*Task instructions*. Output the data below only from the line containing "Extract the road" up to and including the line containing "Road topology of", exact and with the pictures left out.

*Source records*.
* * *
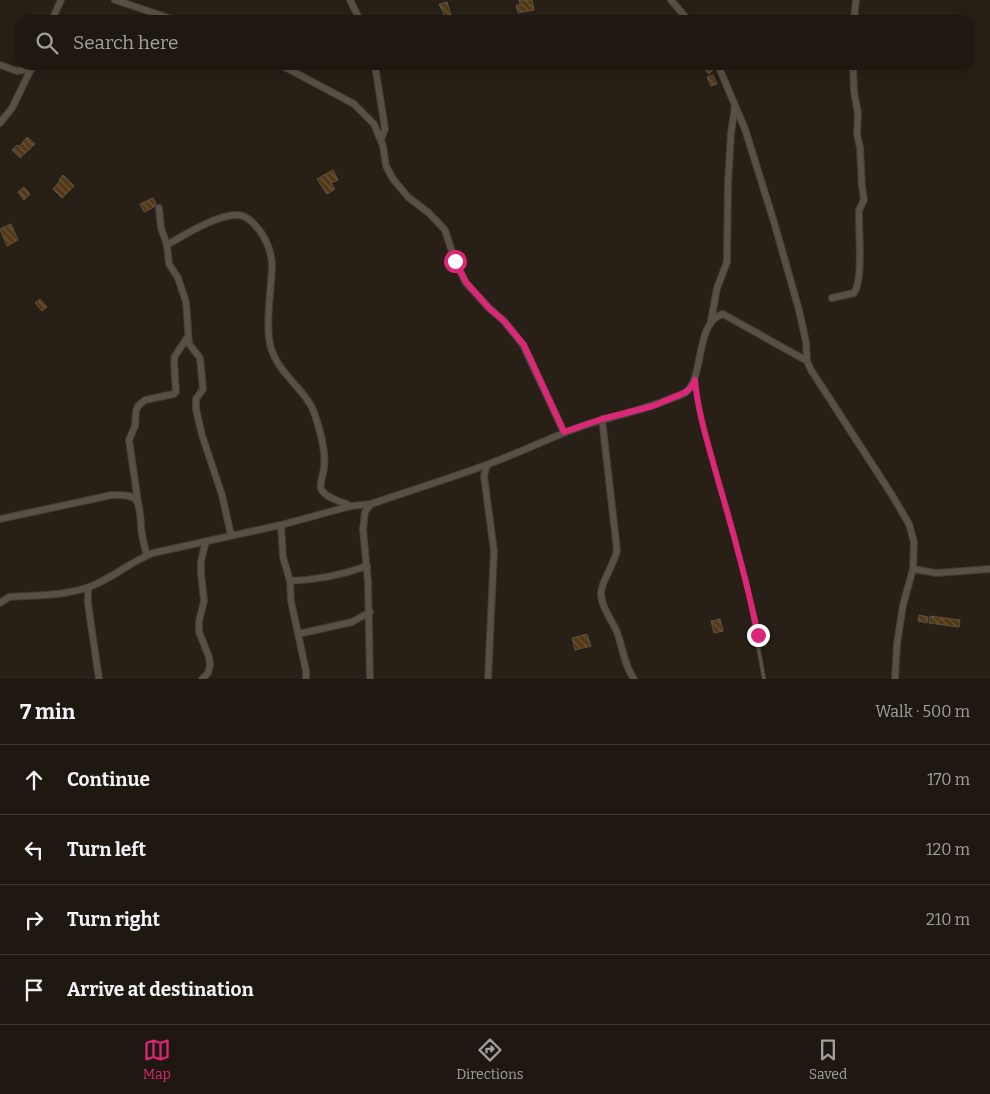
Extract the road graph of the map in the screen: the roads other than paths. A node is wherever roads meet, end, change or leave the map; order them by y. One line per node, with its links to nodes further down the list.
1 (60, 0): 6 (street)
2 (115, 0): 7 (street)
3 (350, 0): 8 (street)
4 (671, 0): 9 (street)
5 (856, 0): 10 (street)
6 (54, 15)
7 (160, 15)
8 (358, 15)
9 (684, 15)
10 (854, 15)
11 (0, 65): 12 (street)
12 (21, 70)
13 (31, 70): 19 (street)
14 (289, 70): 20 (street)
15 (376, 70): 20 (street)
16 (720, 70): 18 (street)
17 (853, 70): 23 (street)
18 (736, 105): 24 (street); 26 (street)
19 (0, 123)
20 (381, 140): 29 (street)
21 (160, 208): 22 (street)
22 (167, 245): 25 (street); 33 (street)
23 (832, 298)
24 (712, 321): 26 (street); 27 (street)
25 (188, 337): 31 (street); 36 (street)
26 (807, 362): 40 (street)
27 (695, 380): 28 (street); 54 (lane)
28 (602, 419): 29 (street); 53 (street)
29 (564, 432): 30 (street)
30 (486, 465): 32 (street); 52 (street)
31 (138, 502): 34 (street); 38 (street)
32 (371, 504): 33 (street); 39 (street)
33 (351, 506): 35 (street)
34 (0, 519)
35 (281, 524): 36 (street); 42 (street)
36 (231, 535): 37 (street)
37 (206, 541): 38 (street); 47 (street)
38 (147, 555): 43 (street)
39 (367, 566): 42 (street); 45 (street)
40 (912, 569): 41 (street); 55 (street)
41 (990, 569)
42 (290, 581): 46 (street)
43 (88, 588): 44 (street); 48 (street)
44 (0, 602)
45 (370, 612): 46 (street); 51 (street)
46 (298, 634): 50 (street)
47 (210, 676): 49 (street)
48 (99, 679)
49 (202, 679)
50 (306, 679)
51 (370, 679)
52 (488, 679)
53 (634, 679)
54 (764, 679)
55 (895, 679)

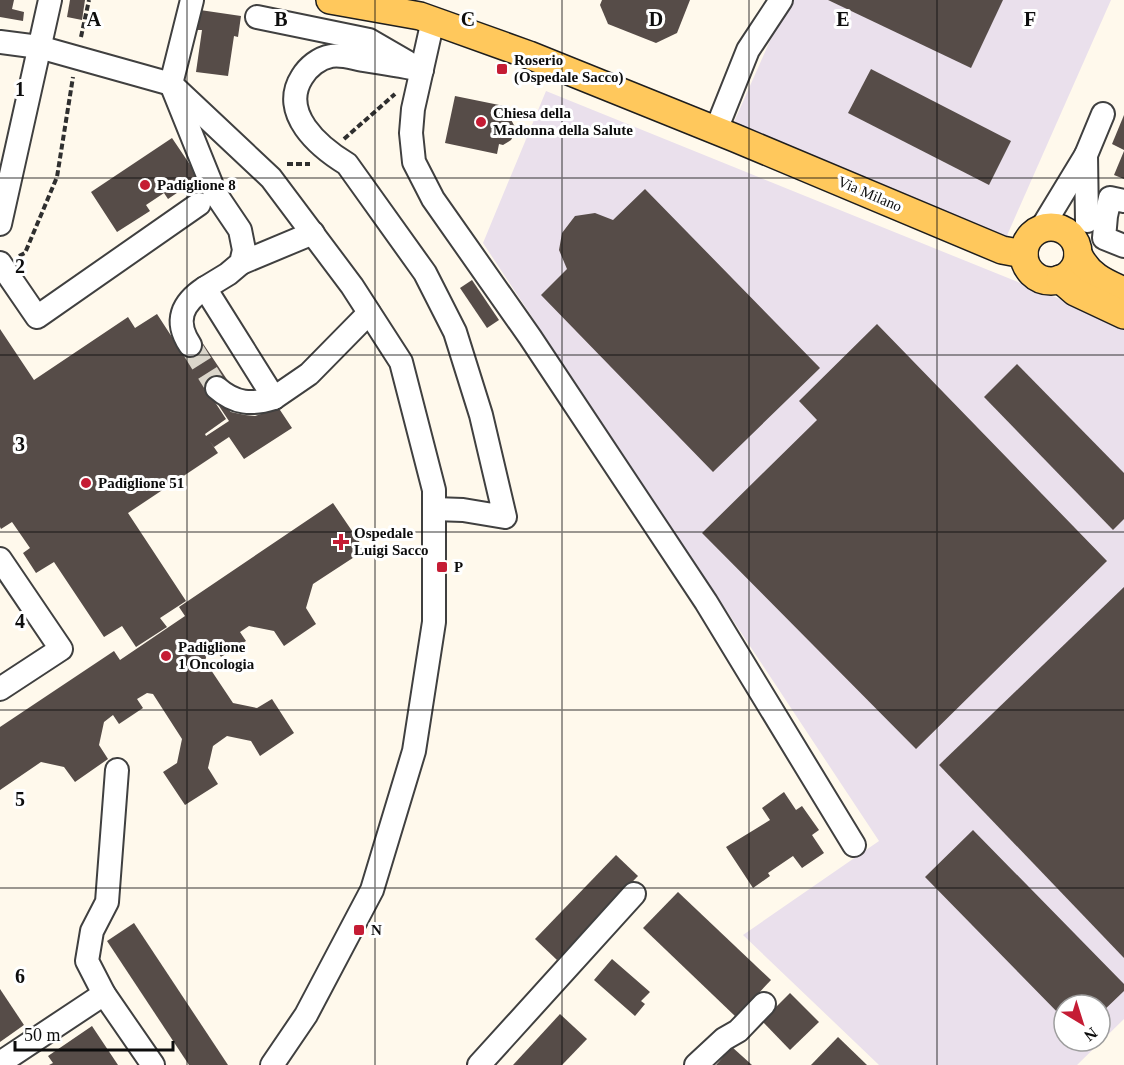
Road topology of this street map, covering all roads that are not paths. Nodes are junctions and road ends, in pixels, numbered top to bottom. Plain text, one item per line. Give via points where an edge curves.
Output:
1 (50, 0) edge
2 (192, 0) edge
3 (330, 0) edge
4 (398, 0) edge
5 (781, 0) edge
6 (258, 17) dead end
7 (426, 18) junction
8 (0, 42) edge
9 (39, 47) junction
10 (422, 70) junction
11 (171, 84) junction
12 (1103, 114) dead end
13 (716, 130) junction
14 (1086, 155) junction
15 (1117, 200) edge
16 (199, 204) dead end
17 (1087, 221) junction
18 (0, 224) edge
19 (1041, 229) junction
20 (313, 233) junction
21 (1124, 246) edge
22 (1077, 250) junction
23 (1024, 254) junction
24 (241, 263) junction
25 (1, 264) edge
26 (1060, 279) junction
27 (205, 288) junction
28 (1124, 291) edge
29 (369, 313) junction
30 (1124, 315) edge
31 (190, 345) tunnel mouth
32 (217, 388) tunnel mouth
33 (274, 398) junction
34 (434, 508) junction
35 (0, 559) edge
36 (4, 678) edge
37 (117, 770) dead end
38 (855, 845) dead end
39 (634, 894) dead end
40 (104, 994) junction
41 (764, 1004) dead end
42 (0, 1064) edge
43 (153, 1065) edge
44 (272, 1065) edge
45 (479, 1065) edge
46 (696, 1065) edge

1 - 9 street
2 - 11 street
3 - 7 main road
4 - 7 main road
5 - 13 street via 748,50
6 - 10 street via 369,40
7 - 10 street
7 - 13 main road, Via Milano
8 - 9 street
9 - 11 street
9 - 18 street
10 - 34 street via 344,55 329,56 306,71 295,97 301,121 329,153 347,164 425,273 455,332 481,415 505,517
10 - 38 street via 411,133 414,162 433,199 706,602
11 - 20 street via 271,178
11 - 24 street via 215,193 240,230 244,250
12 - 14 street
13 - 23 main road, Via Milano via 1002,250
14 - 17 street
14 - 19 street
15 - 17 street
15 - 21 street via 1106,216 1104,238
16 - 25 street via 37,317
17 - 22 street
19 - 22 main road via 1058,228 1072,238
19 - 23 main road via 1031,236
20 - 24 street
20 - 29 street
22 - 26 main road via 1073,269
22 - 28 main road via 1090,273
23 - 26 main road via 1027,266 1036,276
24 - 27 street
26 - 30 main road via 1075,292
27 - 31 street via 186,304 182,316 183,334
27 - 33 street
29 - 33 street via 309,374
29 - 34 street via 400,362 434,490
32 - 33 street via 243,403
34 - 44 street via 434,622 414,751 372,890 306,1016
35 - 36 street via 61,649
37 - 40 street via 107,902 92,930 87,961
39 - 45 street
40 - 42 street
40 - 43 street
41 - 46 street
* * *
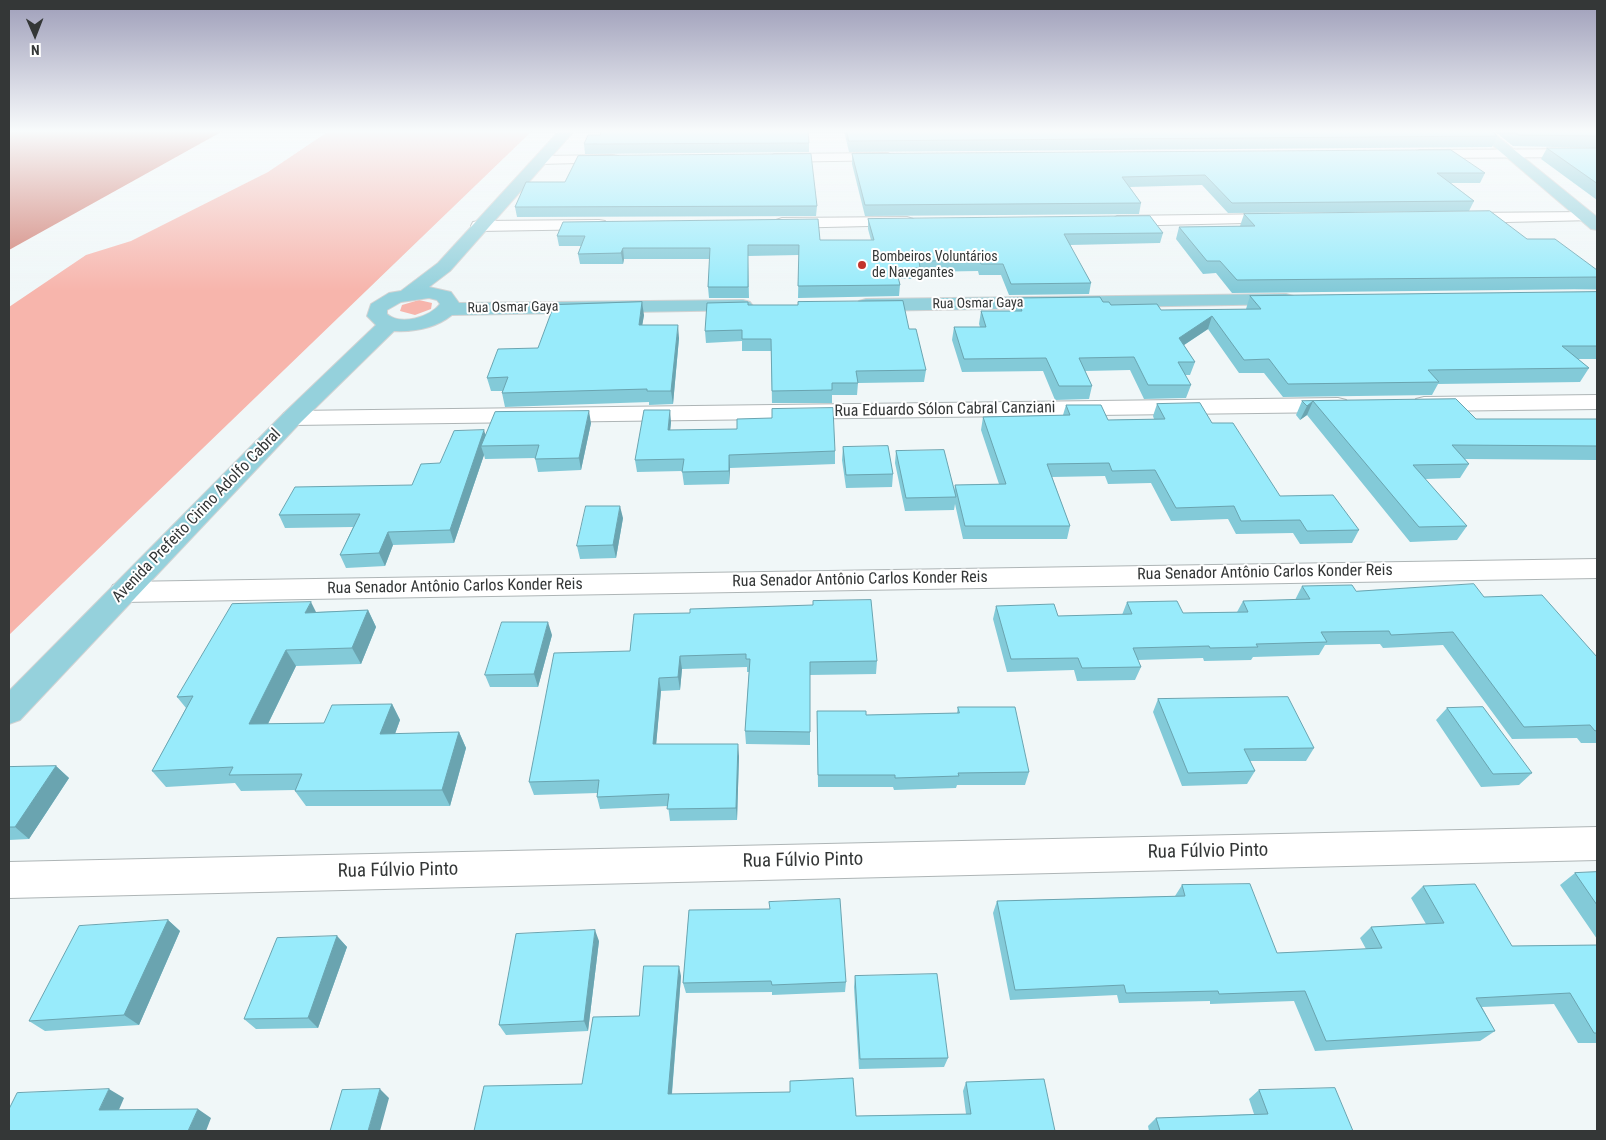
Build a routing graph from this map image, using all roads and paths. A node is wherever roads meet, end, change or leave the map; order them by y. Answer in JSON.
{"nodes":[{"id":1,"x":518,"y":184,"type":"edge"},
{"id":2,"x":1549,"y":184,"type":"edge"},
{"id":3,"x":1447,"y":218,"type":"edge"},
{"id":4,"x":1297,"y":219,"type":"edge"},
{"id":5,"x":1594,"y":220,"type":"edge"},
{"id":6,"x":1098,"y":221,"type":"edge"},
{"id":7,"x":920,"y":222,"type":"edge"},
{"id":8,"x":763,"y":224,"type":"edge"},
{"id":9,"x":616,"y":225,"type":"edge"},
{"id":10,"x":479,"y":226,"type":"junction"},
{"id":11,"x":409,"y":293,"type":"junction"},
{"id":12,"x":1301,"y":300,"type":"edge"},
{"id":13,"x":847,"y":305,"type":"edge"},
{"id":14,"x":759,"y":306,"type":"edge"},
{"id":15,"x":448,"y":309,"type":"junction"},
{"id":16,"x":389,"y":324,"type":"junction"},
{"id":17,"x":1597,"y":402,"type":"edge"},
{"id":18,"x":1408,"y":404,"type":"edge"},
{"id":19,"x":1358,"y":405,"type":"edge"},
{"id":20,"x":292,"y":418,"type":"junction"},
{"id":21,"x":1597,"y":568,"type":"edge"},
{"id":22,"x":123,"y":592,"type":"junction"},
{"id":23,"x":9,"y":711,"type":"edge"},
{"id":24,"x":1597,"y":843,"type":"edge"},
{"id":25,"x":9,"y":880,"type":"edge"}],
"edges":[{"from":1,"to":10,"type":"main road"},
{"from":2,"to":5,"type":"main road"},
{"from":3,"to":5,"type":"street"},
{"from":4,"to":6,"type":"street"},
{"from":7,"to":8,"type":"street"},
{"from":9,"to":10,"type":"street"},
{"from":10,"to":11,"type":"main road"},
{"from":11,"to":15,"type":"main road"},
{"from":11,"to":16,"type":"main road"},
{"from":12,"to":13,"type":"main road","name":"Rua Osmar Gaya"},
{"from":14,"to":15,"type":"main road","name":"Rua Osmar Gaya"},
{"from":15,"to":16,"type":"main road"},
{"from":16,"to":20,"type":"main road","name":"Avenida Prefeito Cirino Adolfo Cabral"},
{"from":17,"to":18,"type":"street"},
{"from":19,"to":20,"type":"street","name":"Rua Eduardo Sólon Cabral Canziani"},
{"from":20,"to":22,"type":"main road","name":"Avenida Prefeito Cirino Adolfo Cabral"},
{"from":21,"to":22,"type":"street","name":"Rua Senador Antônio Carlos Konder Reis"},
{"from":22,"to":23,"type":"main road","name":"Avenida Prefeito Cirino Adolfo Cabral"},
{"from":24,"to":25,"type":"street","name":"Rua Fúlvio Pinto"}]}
* * *
*Response to the task*.
Extract the road graph of the map in the screen: the roads other than paths. A node is wherever roads meet, end, change or leave the map; order them by y. One line per node, with its links to nodes further down the list.
1 (60, 0): 6 (street)
2 (115, 0): 7 (street)
3 (350, 0): 8 (street)
4 (671, 0): 9 (street)
5 (856, 0): 10 (street)
6 (54, 15)
7 (160, 15)
8 (358, 15)
9 (684, 15)
10 (854, 15)
11 (0, 65): 12 (street)
12 (21, 70)
13 (31, 70): 19 (street)
14 (289, 70): 20 (street)
15 (376, 70): 20 (street)
16 (720, 70): 18 (street)
17 (853, 70): 23 (street)
18 (736, 105): 24 (street); 26 (street)
19 (0, 123)
20 (381, 140): 29 (street)
21 (160, 208): 22 (street)
22 (167, 245): 25 (street); 33 (street)
23 (832, 298)
24 (712, 321): 26 (street); 27 (street)
25 (188, 337): 31 (street); 36 (street)
26 (807, 362): 40 (street)
27 (695, 380): 28 (street); 54 (lane)
28 (602, 419): 29 (street); 53 (street)
29 (564, 432): 30 (street)
30 (486, 465): 32 (street); 52 (street)
31 (138, 502): 34 (street); 38 (street)
32 (371, 504): 33 (street); 39 (street)
33 (351, 506): 35 (street)
34 (0, 519)
35 (281, 524): 36 (street); 42 (street)
36 (231, 535): 37 (street)
37 (206, 541): 38 (street); 47 (street)
38 (147, 555): 43 (street)
39 (367, 566): 42 (street); 45 (street)
40 (912, 569): 41 (street); 55 (street)
41 (990, 569)
42 (290, 581): 46 (street)
43 (88, 588): 44 (street); 48 (street)
44 (0, 602)
45 (370, 612): 46 (street); 51 (street)
46 (298, 634): 50 (street)
47 (210, 676): 49 (street)
48 (99, 679)
49 (202, 679)
50 (306, 679)
51 (370, 679)
52 (488, 679)
53 (634, 679)
54 (764, 679)
55 (895, 679)

Road topology of this street map, covering all roads that are not paths. Nodes are junctions and road ends, in pixels, numbered top to bottom. Plain text, one item per line. Give via points where an edge curves.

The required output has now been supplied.